- _WHAT TO WORK ON_: Retype the records that come next, word for word.

START ENTRIES PROVIDED

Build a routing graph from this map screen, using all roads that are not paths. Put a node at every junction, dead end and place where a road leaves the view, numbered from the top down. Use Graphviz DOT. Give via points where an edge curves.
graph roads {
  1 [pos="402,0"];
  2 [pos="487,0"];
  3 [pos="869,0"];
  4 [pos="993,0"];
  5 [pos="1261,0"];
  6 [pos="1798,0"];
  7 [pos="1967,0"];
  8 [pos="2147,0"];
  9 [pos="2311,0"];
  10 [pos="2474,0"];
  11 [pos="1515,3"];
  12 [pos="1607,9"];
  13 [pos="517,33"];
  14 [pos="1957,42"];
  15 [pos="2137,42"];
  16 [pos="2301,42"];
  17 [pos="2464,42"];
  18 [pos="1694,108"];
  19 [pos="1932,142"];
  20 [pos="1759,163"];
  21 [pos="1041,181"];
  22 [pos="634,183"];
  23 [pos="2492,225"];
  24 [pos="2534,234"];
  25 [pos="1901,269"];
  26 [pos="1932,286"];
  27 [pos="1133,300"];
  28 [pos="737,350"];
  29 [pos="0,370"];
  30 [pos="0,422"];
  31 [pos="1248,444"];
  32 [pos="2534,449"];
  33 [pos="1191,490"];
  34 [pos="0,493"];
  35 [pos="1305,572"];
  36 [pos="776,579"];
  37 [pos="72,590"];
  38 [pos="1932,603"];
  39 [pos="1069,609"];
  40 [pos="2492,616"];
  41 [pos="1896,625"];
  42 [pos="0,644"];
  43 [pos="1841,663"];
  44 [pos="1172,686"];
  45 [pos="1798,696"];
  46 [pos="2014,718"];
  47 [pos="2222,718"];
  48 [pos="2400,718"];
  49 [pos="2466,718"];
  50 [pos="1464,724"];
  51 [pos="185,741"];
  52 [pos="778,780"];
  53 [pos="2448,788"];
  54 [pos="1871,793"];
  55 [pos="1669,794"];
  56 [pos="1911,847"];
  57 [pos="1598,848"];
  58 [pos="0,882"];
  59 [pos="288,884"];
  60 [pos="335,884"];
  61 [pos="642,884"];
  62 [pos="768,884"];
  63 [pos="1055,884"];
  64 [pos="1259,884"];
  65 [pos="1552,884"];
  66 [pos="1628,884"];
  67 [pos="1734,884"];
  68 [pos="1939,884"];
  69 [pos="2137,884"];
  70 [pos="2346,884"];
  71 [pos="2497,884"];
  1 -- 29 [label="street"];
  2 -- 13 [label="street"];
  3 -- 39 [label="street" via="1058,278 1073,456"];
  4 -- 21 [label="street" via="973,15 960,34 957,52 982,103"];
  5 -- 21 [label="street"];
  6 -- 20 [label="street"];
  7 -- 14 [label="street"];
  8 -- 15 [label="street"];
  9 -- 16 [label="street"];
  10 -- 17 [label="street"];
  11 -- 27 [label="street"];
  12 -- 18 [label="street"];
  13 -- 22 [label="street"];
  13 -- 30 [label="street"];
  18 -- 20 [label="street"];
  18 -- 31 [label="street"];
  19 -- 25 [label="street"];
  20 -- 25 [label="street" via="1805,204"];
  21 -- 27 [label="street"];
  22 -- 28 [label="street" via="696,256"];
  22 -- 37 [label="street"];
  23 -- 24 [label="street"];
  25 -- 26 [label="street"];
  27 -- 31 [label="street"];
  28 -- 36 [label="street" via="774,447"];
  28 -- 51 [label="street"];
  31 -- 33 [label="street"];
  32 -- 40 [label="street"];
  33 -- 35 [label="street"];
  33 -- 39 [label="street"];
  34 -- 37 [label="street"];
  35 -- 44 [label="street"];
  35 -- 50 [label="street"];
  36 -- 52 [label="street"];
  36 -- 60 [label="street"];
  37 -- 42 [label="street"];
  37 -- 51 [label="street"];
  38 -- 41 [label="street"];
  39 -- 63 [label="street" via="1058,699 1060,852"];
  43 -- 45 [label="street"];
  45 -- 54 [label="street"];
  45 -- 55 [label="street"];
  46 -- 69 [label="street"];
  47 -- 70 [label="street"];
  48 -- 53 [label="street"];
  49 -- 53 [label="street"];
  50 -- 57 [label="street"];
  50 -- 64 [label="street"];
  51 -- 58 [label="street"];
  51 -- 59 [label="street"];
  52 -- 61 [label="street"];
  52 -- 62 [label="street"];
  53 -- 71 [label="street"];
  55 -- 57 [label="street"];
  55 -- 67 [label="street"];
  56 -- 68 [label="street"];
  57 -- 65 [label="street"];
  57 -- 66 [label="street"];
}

END ENTRIES PROVIDED

- _TASK ANSWER_:
Build a routing graph from this map screen, using all roads that are not paths. Put a node at every junction, dead end and place where a road leaves the view, numbered from the top down. Use Graphviz DOT. Give via points where an edge curves.
graph roads {
  1 [pos="402,0"];
  2 [pos="487,0"];
  3 [pos="869,0"];
  4 [pos="993,0"];
  5 [pos="1261,0"];
  6 [pos="1798,0"];
  7 [pos="1967,0"];
  8 [pos="2147,0"];
  9 [pos="2311,0"];
  10 [pos="2474,0"];
  11 [pos="1515,3"];
  12 [pos="1607,9"];
  13 [pos="517,33"];
  14 [pos="1957,42"];
  15 [pos="2137,42"];
  16 [pos="2301,42"];
  17 [pos="2464,42"];
  18 [pos="1694,108"];
  19 [pos="1932,142"];
  20 [pos="1759,163"];
  21 [pos="1041,181"];
  22 [pos="634,183"];
  23 [pos="2492,225"];
  24 [pos="2534,234"];
  25 [pos="1901,269"];
  26 [pos="1932,286"];
  27 [pos="1133,300"];
  28 [pos="737,350"];
  29 [pos="0,370"];
  30 [pos="0,422"];
  31 [pos="1248,444"];
  32 [pos="2534,449"];
  33 [pos="1191,490"];
  34 [pos="0,493"];
  35 [pos="1305,572"];
  36 [pos="776,579"];
  37 [pos="72,590"];
  38 [pos="1932,603"];
  39 [pos="1069,609"];
  40 [pos="2492,616"];
  41 [pos="1896,625"];
  42 [pos="0,644"];
  43 [pos="1841,663"];
  44 [pos="1172,686"];
  45 [pos="1798,696"];
  46 [pos="2014,718"];
  47 [pos="2222,718"];
  48 [pos="2400,718"];
  49 [pos="2466,718"];
  50 [pos="1464,724"];
  51 [pos="185,741"];
  52 [pos="778,780"];
  53 [pos="2448,788"];
  54 [pos="1871,793"];
  55 [pos="1669,794"];
  56 [pos="1911,847"];
  57 [pos="1598,848"];
  58 [pos="0,882"];
  59 [pos="288,884"];
  60 [pos="335,884"];
  61 [pos="642,884"];
  62 [pos="768,884"];
  63 [pos="1055,884"];
  64 [pos="1259,884"];
  65 [pos="1552,884"];
  66 [pos="1628,884"];
  67 [pos="1734,884"];
  68 [pos="1939,884"];
  69 [pos="2137,884"];
  70 [pos="2346,884"];
  71 [pos="2497,884"];
  1 -- 29 [label="street"];
  2 -- 13 [label="street"];
  3 -- 39 [label="street" via="1058,278 1073,456"];
  4 -- 21 [label="street" via="973,15 960,34 957,52 982,103"];
  5 -- 21 [label="street"];
  6 -- 20 [label="street"];
  7 -- 14 [label="street"];
  8 -- 15 [label="street"];
  9 -- 16 [label="street"];
  10 -- 17 [label="street"];
  11 -- 27 [label="street"];
  12 -- 18 [label="street"];
  13 -- 22 [label="street"];
  13 -- 30 [label="street"];
  18 -- 20 [label="street"];
  18 -- 31 [label="street"];
  19 -- 25 [label="street"];
  20 -- 25 [label="street" via="1805,204"];
  21 -- 27 [label="street"];
  22 -- 28 [label="street" via="696,256"];
  22 -- 37 [label="street"];
  23 -- 24 [label="street"];
  25 -- 26 [label="street"];
  27 -- 31 [label="street"];
  28 -- 36 [label="street" via="774,447"];
  28 -- 51 [label="street"];
  31 -- 33 [label="street"];
  32 -- 40 [label="street"];
  33 -- 35 [label="street"];
  33 -- 39 [label="street"];
  34 -- 37 [label="street"];
  35 -- 44 [label="street"];
  35 -- 50 [label="street"];
  36 -- 52 [label="street"];
  36 -- 60 [label="street"];
  37 -- 42 [label="street"];
  37 -- 51 [label="street"];
  38 -- 41 [label="street"];
  39 -- 63 [label="street" via="1058,699 1060,852"];
  43 -- 45 [label="street"];
  45 -- 54 [label="street"];
  45 -- 55 [label="street"];
  46 -- 69 [label="street"];
  47 -- 70 [label="street"];
  48 -- 53 [label="street"];
  49 -- 53 [label="street"];
  50 -- 57 [label="street"];
  50 -- 64 [label="street"];
  51 -- 58 [label="street"];
  51 -- 59 [label="street"];
  52 -- 61 [label="street"];
  52 -- 62 [label="street"];
  53 -- 71 [label="street"];
  55 -- 57 [label="street"];
  55 -- 67 [label="street"];
  56 -- 68 [label="street"];
  57 -- 65 [label="street"];
  57 -- 66 [label="street"];
}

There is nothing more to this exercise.